───── Data ─────
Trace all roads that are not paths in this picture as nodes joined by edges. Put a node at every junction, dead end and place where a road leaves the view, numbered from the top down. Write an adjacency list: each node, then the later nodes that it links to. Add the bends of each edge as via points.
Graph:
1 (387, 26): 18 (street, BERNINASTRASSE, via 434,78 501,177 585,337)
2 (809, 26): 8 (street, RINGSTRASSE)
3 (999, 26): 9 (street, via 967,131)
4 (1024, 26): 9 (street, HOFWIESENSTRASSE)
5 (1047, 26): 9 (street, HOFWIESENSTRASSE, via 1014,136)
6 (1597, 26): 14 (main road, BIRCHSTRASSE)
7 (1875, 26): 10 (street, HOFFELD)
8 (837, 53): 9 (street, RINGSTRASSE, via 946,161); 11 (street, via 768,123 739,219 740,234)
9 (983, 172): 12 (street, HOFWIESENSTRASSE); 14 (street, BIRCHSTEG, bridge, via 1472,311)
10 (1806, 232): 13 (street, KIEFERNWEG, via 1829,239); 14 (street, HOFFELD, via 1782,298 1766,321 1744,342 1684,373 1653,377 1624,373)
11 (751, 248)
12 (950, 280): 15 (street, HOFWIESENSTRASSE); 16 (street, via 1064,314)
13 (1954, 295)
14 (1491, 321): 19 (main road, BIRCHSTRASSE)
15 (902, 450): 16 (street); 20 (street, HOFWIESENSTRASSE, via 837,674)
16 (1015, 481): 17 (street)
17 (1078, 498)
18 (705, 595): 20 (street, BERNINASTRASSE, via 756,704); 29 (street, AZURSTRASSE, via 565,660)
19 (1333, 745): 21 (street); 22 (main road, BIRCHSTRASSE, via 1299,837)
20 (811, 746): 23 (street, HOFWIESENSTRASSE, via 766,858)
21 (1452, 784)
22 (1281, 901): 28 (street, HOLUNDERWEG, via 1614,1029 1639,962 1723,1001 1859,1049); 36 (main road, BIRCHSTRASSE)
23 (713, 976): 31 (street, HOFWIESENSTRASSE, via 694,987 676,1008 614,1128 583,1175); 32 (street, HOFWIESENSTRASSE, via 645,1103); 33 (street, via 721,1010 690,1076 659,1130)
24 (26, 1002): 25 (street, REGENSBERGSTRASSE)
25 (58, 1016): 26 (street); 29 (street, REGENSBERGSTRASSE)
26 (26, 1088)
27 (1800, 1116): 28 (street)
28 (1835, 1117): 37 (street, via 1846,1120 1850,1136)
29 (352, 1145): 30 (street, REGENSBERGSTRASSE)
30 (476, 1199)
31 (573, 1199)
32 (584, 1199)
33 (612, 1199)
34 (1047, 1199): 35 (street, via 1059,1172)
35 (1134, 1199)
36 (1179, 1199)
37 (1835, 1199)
─────
Exercise prompt — Report back each line of the entries that holds the string "RINGSTRASSE".

Answer to this problem —
2 (809, 26): 8 (street, RINGSTRASSE)
8 (837, 53): 9 (street, RINGSTRASSE, via 946,161); 11 (street, via 768,123 739,219 740,234)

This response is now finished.